Columbus punched off the pause button the remote.

“Let’s see how in shape you are.”

[Please note that this is a class about zombies. If you are squeamish or don't like violence this might not be the post to be reading. OCD is up!]

Re: RUN!

[identity profile] wheeler-360.livejournal.com 2011-05-11 06:49 pm (UTC)(link)
"I thought you said they're not real!"

If they weren't real, then Marshall wouldn't start frothing at the mouth, because clearly zombies that aren't real can't actually make you a zombie! Right? Right?

"What would you suggest?"

Re: RUN!

[identity profile] showmetheproof.livejournal.com 2011-05-11 06:51 pm (UTC)(link)
"They're not! But do you want to have a hologram on you that makes you look like you are?" Scully wasn't sure how far the Danger Shop was going to go in the name of versimilitude here.

"Grab a weapon on the next go-round!" She took a deep breath and put on speed. "And stop talking!"

Re: RUN!

[identity profile] wheeler-360.livejournal.com 2011-05-12 02:26 am (UTC)(link)
"Weapon, weapon, uh..." Uh.

Like Marshall knew what to do with anything. But. Maybe this golf club!

"Okay, now what do I do with it?"

Asking Marshall to stop talking was like asking the earth to stop spinning.

Re: RUN!

[identity profile] showmetheproof.livejournal.com 2011-05-12 02:32 am (UTC)(link)
Instead of encouraging him to keep talking, Scully turned, fired up the weed-whacker, and drew it across the throat of a charging linebacker.

Maybe that would give Marshall some ideas?

Re: RUN!

[identity profile] wheeler-360.livejournal.com 2011-05-12 03:33 am (UTC)(link)
Right. Violence. Marshall was really good at that. And if you believed that, he had some prime swampland on the moon going for a really good price!

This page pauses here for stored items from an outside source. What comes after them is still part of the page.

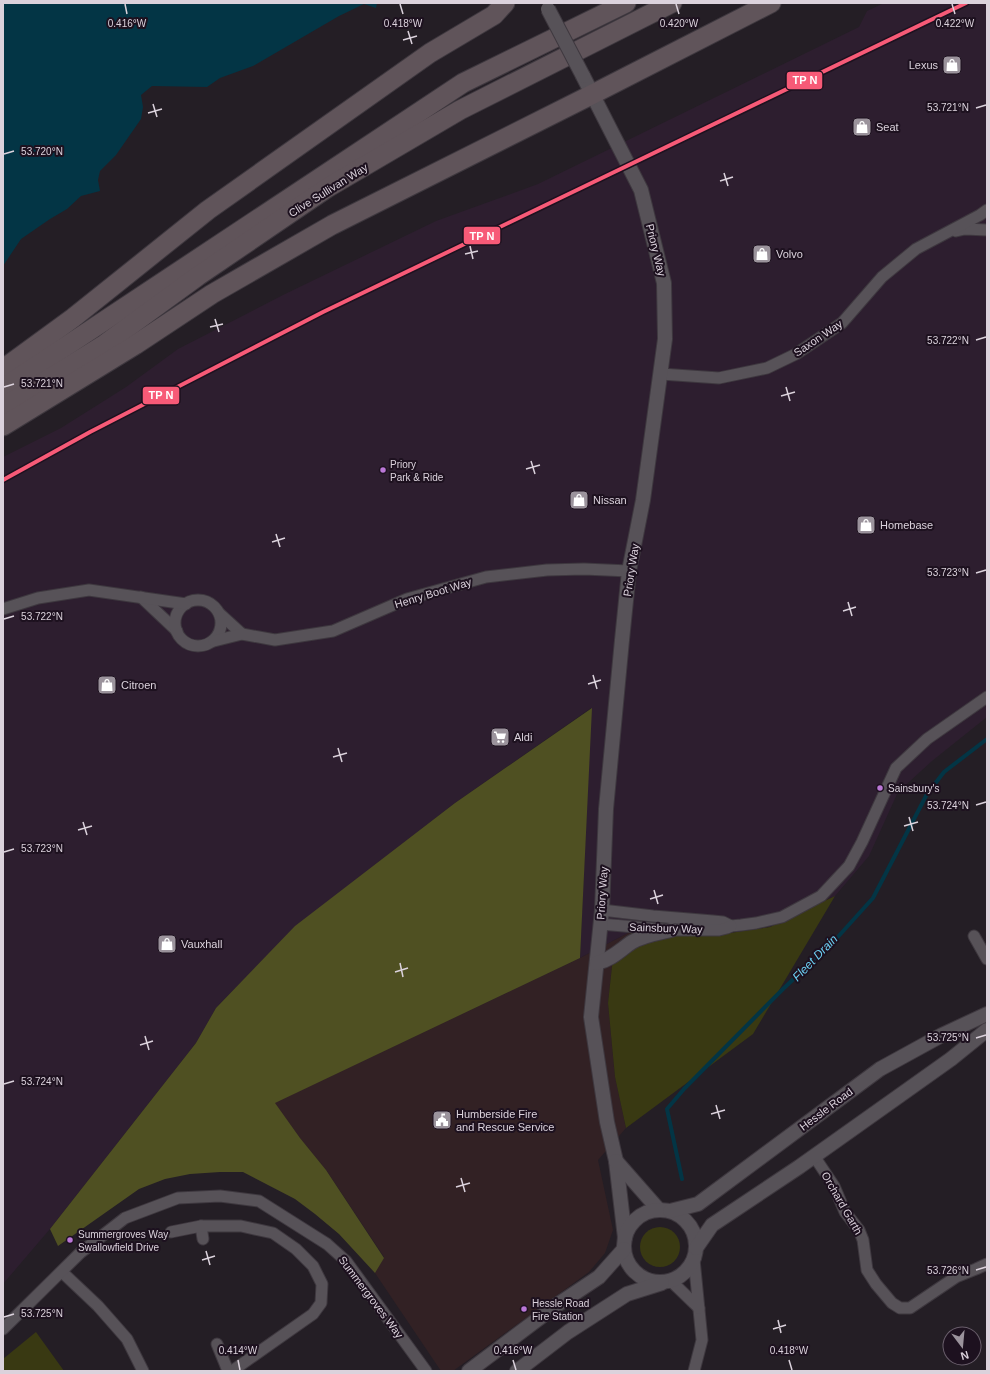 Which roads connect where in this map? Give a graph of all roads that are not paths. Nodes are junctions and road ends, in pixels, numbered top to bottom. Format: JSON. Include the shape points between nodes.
{"nodes":[{"id":1,"x":505,"y":3,"type":"edge"},
{"id":2,"x":626,"y":3,"type":"edge"},
{"id":3,"x":672,"y":3,"type":"edge"},
{"id":4,"x":771,"y":3,"type":"edge"},
{"id":5,"x":547,"y":6,"type":"edge"},
{"id":6,"x":593,"y":94,"type":"junction"},
{"id":7,"x":987,"y":210,"type":"edge"},
{"id":8,"x":987,"y":230,"type":"edge"},
{"id":9,"x":946,"y":233,"type":"junction"},
{"id":10,"x":3,"y":369,"type":"edge"},
{"id":11,"x":661,"y":374,"type":"junction"},
{"id":12,"x":3,"y":388,"type":"edge"},
{"id":13,"x":3,"y":407,"type":"edge"},
{"id":14,"x":3,"y":426,"type":"edge"},
{"id":15,"x":629,"y":571,"type":"junction"},
{"id":16,"x":141,"y":597,"type":"junction"},
{"id":17,"x":186,"y":604,"type":"junction"},
{"id":18,"x":3,"y":609,"type":"edge"},
{"id":19,"x":219,"y":613,"type":"junction"},
{"id":20,"x":176,"y":631,"type":"junction"},
{"id":21,"x":242,"y":634,"type":"junction"},
{"id":22,"x":214,"y":641,"type":"junction"},
{"id":23,"x":987,"y":697,"type":"edge"},
{"id":24,"x":602,"y":910,"type":"junction"},
{"id":25,"x":600,"y":924,"type":"junction"},
{"id":26,"x":731,"y":926,"type":"junction"},
{"id":27,"x":671,"y":930,"type":"junction"},
{"id":28,"x":974,"y":936,"type":"dead end"},
{"id":29,"x":987,"y":958,"type":"edge"},
{"id":30,"x":597,"y":963,"type":"junction"},
{"id":31,"x":987,"y":1014,"type":"edge"},
{"id":32,"x":987,"y":1030,"type":"edge"},
{"id":33,"x":814,"y":1156,"type":"junction"},
{"id":34,"x":616,"y":1161,"type":"junction"},
{"id":35,"x":664,"y":1211,"type":"junction"},
{"id":36,"x":202,"y":1226,"type":"junction"},
{"id":37,"x":171,"y":1232,"type":"dead end"},
{"id":38,"x":204,"y":1239,"type":"dead end"},
{"id":39,"x":624,"y":1244,"type":"junction"},
{"id":40,"x":695,"y":1253,"type":"junction"},
{"id":41,"x":987,"y":1264,"type":"edge"},
{"id":42,"x":62,"y":1272,"type":"junction"},
{"id":43,"x":669,"y":1281,"type":"junction"},
{"id":44,"x":699,"y":1308,"type":"junction"},
{"id":45,"x":3,"y":1329,"type":"edge"},
{"id":46,"x":217,"y":1344,"type":"dead end"},
{"id":47,"x":143,"y":1371,"type":"edge"},
{"id":48,"x":228,"y":1371,"type":"edge"},
{"id":49,"x":232,"y":1371,"type":"edge"},
{"id":50,"x":426,"y":1371,"type":"edge"},
{"id":51,"x":469,"y":1371,"type":"edge"},
{"id":52,"x":517,"y":1371,"type":"edge"},
{"id":53,"x":694,"y":1371,"type":"edge"}],
"edges":[{"from":1,"to":10,"type":"highway","via":[[494,14],[430,53],[208,210],[73,318]]},
{"from":2,"to":12,"type":"highway","name":"Clive Sullivan Way","via":[[464,83]]},
{"from":3,"to":13,"type":"highway","name":"Clive Sullivan Way","via":[[460,110],[327,188],[104,344]]},
{"from":4,"to":6,"type":"highway"},
{"from":5,"to":6,"type":"street","name":"Priory Way","bridge":true},
{"from":6,"to":11,"type":"street","name":"Priory Way","via":[[641,190],[664,283],[666,339]]},
{"from":6,"to":14,"type":"highway","via":[[332,225],[212,294],[135,345]]},
{"from":7,"to":9,"type":"street","name":"Saxon Way"},
{"from":8,"to":9,"type":"street","name":"Saxon Way","via":[[965,229]]},
{"from":9,"to":11,"type":"street","name":"Saxon Way","via":[[904,258],[882,277],[842,323],[796,354],[767,368],[718,378]]},
{"from":11,"to":15,"type":"street","name":"Priory Way","via":[[643,500]]},
{"from":15,"to":21,"type":"street","name":"Henry Boot Way","via":[[546,570],[486,577],[407,599],[333,631],[275,640]]},
{"from":15,"to":24,"type":"street","name":"Priory Way","via":[[606,809]]},
{"from":16,"to":17,"type":"street"},
{"from":16,"to":18,"type":"street","via":[[90,590],[38,598]]},
{"from":16,"to":20,"type":"street"},
{"from":17,"to":19,"type":"street","via":[[200,600],[208,602]]},
{"from":17,"to":20,"type":"street","via":[[176,616]]},
{"from":19,"to":21,"type":"street"},
{"from":19,"to":22,"type":"street","via":[[221,628]]},
{"from":20,"to":22,"type":"street","via":[[180,638],[193,646],[207,645]]},
{"from":21,"to":22,"type":"street"},
{"from":23,"to":26,"type":"street","name":"Sainsbury Way","via":[[927,739],[896,768],[849,866],[821,896],[782,917]]},
{"from":24,"to":25,"type":"street","name":"Priory Way"},
{"from":24,"to":26,"type":"street","name":"Sainsbury Way","via":[[723,922]]},
{"from":25,"to":27,"type":"street","name":"Sainsbury Way"},
{"from":25,"to":30,"type":"street","name":"Priory Way"},
{"from":26,"to":27,"type":"street","name":"Sainsbury Way","via":[[719,930]]},
{"from":27,"to":30,"type":"street","via":[[640,938],[609,959]]},
{"from":28,"to":29,"type":"street"},
{"from":30,"to":34,"type":"street","name":"Priory Way","via":[[591,1017],[607,1122]]},
{"from":31,"to":35,"type":"street","name":"Hessle Road","via":[[880,1069],[698,1204]]},
{"from":32,"to":33,"type":"street","via":[[951,1059]]},
{"from":33,"to":40,"type":"street","via":[[712,1225]]},
{"from":33,"to":41,"type":"street","name":"Orchard Garth","via":[[859,1230],[867,1270],[895,1306],[910,1308],[956,1277]]},
{"from":34,"to":35,"type":"street","name":"Priory Way"},
{"from":34,"to":39,"type":"street","name":"Priory Way"},
{"from":35,"to":39,"type":"street","via":[[647,1212],[637,1218],[629,1227]]},
{"from":35,"to":40,"type":"street","via":[[681,1217],[690,1225],[695,1236]]},
{"from":36,"to":37,"type":"street"},
{"from":36,"to":38,"type":"street"},
{"from":36,"to":49,"type":"street","via":[[240,1226],[273,1233],[296,1249],[313,1266],[322,1284],[321,1303],[313,1314]]},
{"from":39,"to":43,"type":"street","via":[[627,1261],[634,1271],[654,1282]]},
{"from":39,"to":51,"type":"street","via":[[599,1277],[554,1307]]},
{"from":40,"to":43,"type":"street","via":[[681,1276]]},
{"from":40,"to":44,"type":"street"},
{"from":42,"to":45,"type":"street","name":"Summergroves Way"},
{"from":42,"to":47,"type":"street","via":[[98,1306],[127,1339]]},
{"from":42,"to":50,"type":"street","name":"Summergroves Way","via":[[125,1218],[178,1198],[220,1196],[259,1201],[327,1244],[346,1261]]},
{"from":43,"to":44,"type":"street"},
{"from":43,"to":52,"type":"street","via":[[627,1294],[568,1332]]},
{"from":44,"to":53,"type":"street","via":[[702,1340]]},
{"from":46,"to":48,"type":"street"}]}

Nonetheless, he ducked away from a flailing zombie arm and brought his golfclub crashing down on its head.

Re: RUN!

[identity profile] showmetheproof.livejournal.com 2011-05-12 03:42 am (UTC)(link)
Whose head split open like a ripe pumpkin. Eeeugh.

"GOOD ONE!"

Even if the zombie was still staggering after them, albeit without being able to see or smell them very well.